Would you please restate the data exactly as it stands, apart from the pictures?

*** Extracted entries Section Begins ***

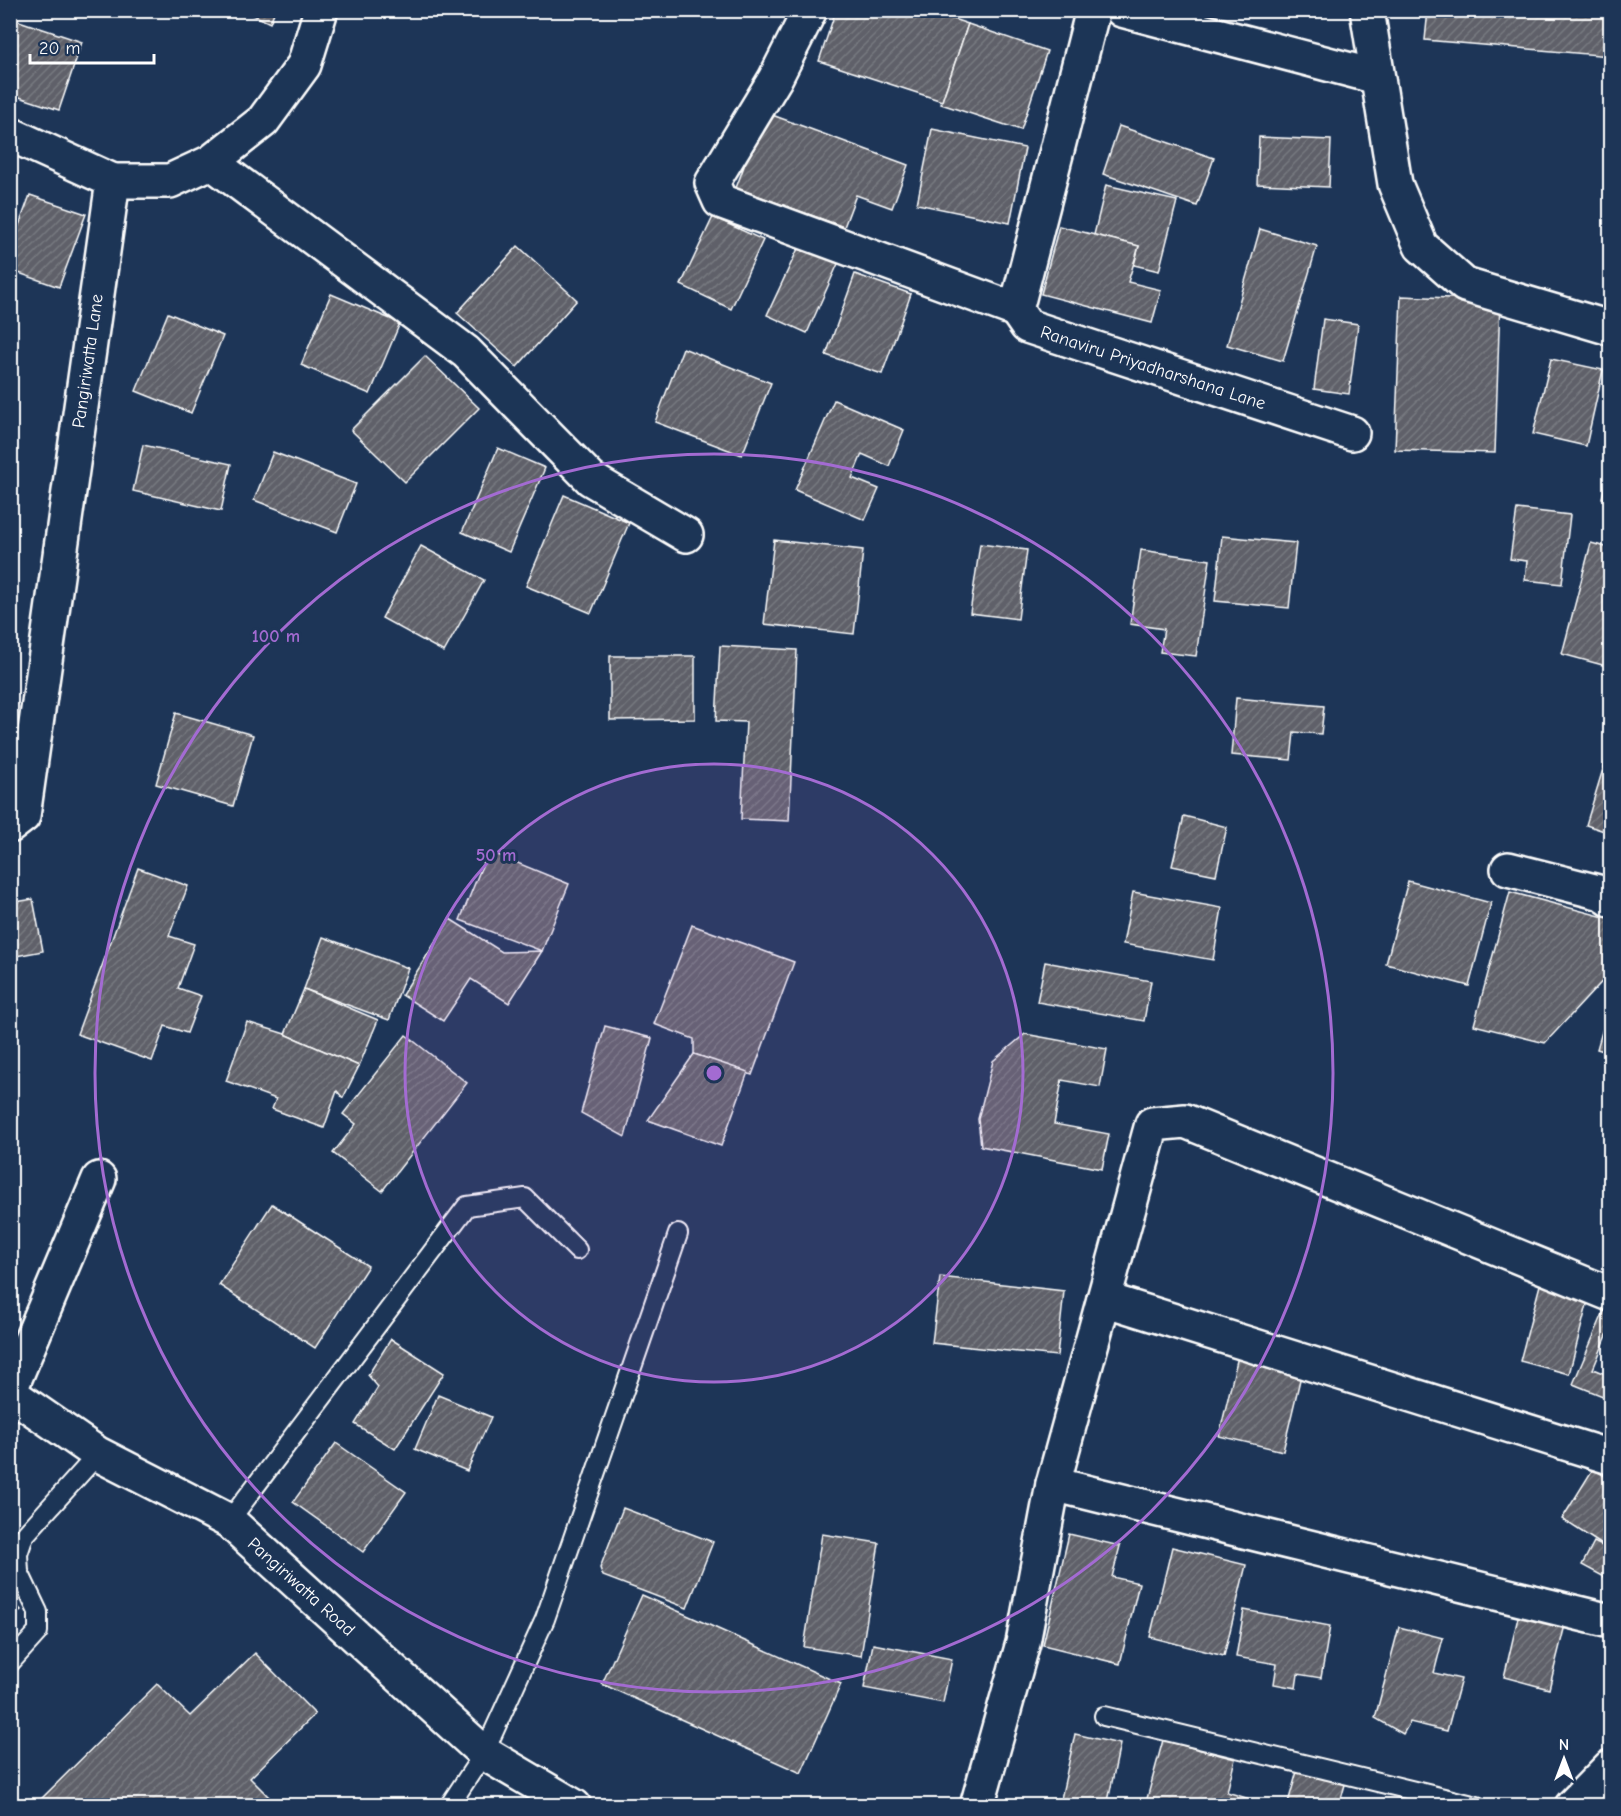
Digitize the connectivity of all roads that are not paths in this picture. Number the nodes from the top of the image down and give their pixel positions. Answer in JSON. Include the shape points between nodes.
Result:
{"nodes":[{"id":1,"x":321,"y":10,"type":"edge"},
{"id":2,"x":810,"y":10,"type":"edge"},
{"id":3,"x":1093,"y":10,"type":"edge"},
{"id":4,"x":1122,"y":10,"type":"edge"},
{"id":5,"x":1367,"y":10,"type":"edge"},
{"id":6,"x":1377,"y":77,"type":"junction"},
{"id":7,"x":10,"y":134,"type":"edge"},
{"id":8,"x":211,"y":162,"type":"junction"},
{"id":9,"x":113,"y":181,"type":"junction"},
{"id":10,"x":1016,"y":310,"type":"junction"},
{"id":11,"x":1611,"y":328,"type":"edge"},
{"id":12,"x":1352,"y":433,"type":"dead end"},
{"id":13,"x":686,"y":535,"type":"dead end"},
{"id":14,"x":10,"y":826,"type":"edge"},
{"id":15,"x":1508,"y":869,"type":"dead end"},
{"id":16,"x":1611,"y":899,"type":"edge"},
{"id":17,"x":99,"y":1179,"type":"dead end"},
{"id":18,"x":678,"y":1234,"type":"dead end"},
{"id":19,"x":577,"y":1250,"type":"dead end"},
{"id":20,"x":1611,"y":1294,"type":"edge"},
{"id":21,"x":1104,"y":1299,"type":"junction"},
{"id":22,"x":10,"y":1391,"type":"edge"},
{"id":23,"x":98,"y":1454,"type":"junction"},
{"id":24,"x":1611,"y":1457,"type":"edge"},
{"id":25,"x":1053,"y":1484,"type":"junction"},
{"id":26,"x":229,"y":1521,"type":"junction"},
{"id":27,"x":1611,"y":1621,"type":"edge"},
{"id":28,"x":10,"y":1664,"type":"edge"},
{"id":29,"x":1104,"y":1716,"type":"dead end"},
{"id":30,"x":484,"y":1753,"type":"junction"},
{"id":31,"x":1611,"y":1767,"type":"edge"},
{"id":32,"x":448,"y":1806,"type":"edge"},
{"id":33,"x":574,"y":1806,"type":"edge"},
{"id":34,"x":977,"y":1806,"type":"edge"},
{"id":35,"x":1477,"y":1806,"type":"edge"},
{"id":36,"x":1572,"y":1806,"type":"edge"}],
"edges":[{"from":1,"to":8,"type":"street","via":[[304,65],[263,121]]},
{"from":2,"to":10,"type":"street","via":[[775,79],[712,183],[720,201]]},
{"from":3,"to":10,"type":"street"},
{"from":4,"to":6,"type":"street"},
{"from":5,"to":6,"type":"street"},
{"from":6,"to":11,"type":"street","via":[[1395,184],[1421,246],[1465,285]]},
{"from":7,"to":9,"type":"street"},
{"from":8,"to":9,"type":"street","via":[[170,181]]},
{"from":8,"to":13,"type":"street","via":[[466,352],[591,479]]},
{"from":9,"to":14,"type":"street","name":"Pangiriwatta Lane","via":[[23,816]]},
{"from":10,"to":12,"type":"street","name":"Ranaviru Priyadharshana Lane","via":[[1028,326]]},
{"from":15,"to":16,"type":"street","via":[[1602,893]]},
{"from":17,"to":22,"type":"street"},
{"from":18,"to":30,"type":"lane","via":[[544,1618]]},
{"from":19,"to":26,"type":"lane","via":[[525,1198],[467,1206]]},
{"from":20,"to":21,"type":"street","via":[[1185,1121],[1152,1124]]},
{"from":21,"to":24,"type":"street"},
{"from":21,"to":25,"type":"street"},
{"from":22,"to":23,"type":"street","name":"Pangiriwatta Road"},
{"from":23,"to":26,"type":"street","name":"Pangiriwatta Road"},
{"from":23,"to":28,"type":"lane","via":[[24,1536],[18,1554],[19,1572],[38,1612],[38,1632]]},
{"from":25,"to":27,"type":"street"},
{"from":25,"to":34,"type":"street","via":[[1023,1643]]},
{"from":26,"to":30,"type":"street","name":"Pangiriwatta Road"},
{"from":29,"to":35,"type":"lane"},
{"from":30,"to":32,"type":"lane"},
{"from":30,"to":33,"type":"street","name":"Pangiriwatta Road"},
{"from":31,"to":36,"type":"street"}]}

*** Extracted entries Section Ends ***

» **Answer section**
Digitize the connectivity of all roads that are not paths in this picture. Number the nodes from the top of the image down and give their pixel positions. Answer in JSON. Include the shape points between nodes.
Result:
{"nodes":[{"id":1,"x":321,"y":10,"type":"edge"},
{"id":2,"x":810,"y":10,"type":"edge"},
{"id":3,"x":1093,"y":10,"type":"edge"},
{"id":4,"x":1122,"y":10,"type":"edge"},
{"id":5,"x":1367,"y":10,"type":"edge"},
{"id":6,"x":1377,"y":77,"type":"junction"},
{"id":7,"x":10,"y":134,"type":"edge"},
{"id":8,"x":211,"y":162,"type":"junction"},
{"id":9,"x":113,"y":181,"type":"junction"},
{"id":10,"x":1016,"y":310,"type":"junction"},
{"id":11,"x":1611,"y":328,"type":"edge"},
{"id":12,"x":1352,"y":433,"type":"dead end"},
{"id":13,"x":686,"y":535,"type":"dead end"},
{"id":14,"x":10,"y":826,"type":"edge"},
{"id":15,"x":1508,"y":869,"type":"dead end"},
{"id":16,"x":1611,"y":899,"type":"edge"},
{"id":17,"x":99,"y":1179,"type":"dead end"},
{"id":18,"x":678,"y":1234,"type":"dead end"},
{"id":19,"x":577,"y":1250,"type":"dead end"},
{"id":20,"x":1611,"y":1294,"type":"edge"},
{"id":21,"x":1104,"y":1299,"type":"junction"},
{"id":22,"x":10,"y":1391,"type":"edge"},
{"id":23,"x":98,"y":1454,"type":"junction"},
{"id":24,"x":1611,"y":1457,"type":"edge"},
{"id":25,"x":1053,"y":1484,"type":"junction"},
{"id":26,"x":229,"y":1521,"type":"junction"},
{"id":27,"x":1611,"y":1621,"type":"edge"},
{"id":28,"x":10,"y":1664,"type":"edge"},
{"id":29,"x":1104,"y":1716,"type":"dead end"},
{"id":30,"x":484,"y":1753,"type":"junction"},
{"id":31,"x":1611,"y":1767,"type":"edge"},
{"id":32,"x":448,"y":1806,"type":"edge"},
{"id":33,"x":574,"y":1806,"type":"edge"},
{"id":34,"x":977,"y":1806,"type":"edge"},
{"id":35,"x":1477,"y":1806,"type":"edge"},
{"id":36,"x":1572,"y":1806,"type":"edge"}],
"edges":[{"from":1,"to":8,"type":"street","via":[[304,65],[263,121]]},
{"from":2,"to":10,"type":"street","via":[[775,79],[712,183],[720,201]]},
{"from":3,"to":10,"type":"street"},
{"from":4,"to":6,"type":"street"},
{"from":5,"to":6,"type":"street"},
{"from":6,"to":11,"type":"street","via":[[1395,184],[1421,246],[1465,285]]},
{"from":7,"to":9,"type":"street"},
{"from":8,"to":9,"type":"street","via":[[170,181]]},
{"from":8,"to":13,"type":"street","via":[[466,352],[591,479]]},
{"from":9,"to":14,"type":"street","name":"Pangiriwatta Lane","via":[[23,816]]},
{"from":10,"to":12,"type":"street","name":"Ranaviru Priyadharshana Lane","via":[[1028,326]]},
{"from":15,"to":16,"type":"street","via":[[1602,893]]},
{"from":17,"to":22,"type":"street"},
{"from":18,"to":30,"type":"lane","via":[[544,1618]]},
{"from":19,"to":26,"type":"lane","via":[[525,1198],[467,1206]]},
{"from":20,"to":21,"type":"street","via":[[1185,1121],[1152,1124]]},
{"from":21,"to":24,"type":"street"},
{"from":21,"to":25,"type":"street"},
{"from":22,"to":23,"type":"street","name":"Pangiriwatta Road"},
{"from":23,"to":26,"type":"street","name":"Pangiriwatta Road"},
{"from":23,"to":28,"type":"lane","via":[[24,1536],[18,1554],[19,1572],[38,1612],[38,1632]]},
{"from":25,"to":27,"type":"street"},
{"from":25,"to":34,"type":"street","via":[[1023,1643]]},
{"from":26,"to":30,"type":"street","name":"Pangiriwatta Road"},
{"from":29,"to":35,"type":"lane"},
{"from":30,"to":32,"type":"lane"},
{"from":30,"to":33,"type":"street","name":"Pangiriwatta Road"},
{"from":31,"to":36,"type":"street"}]}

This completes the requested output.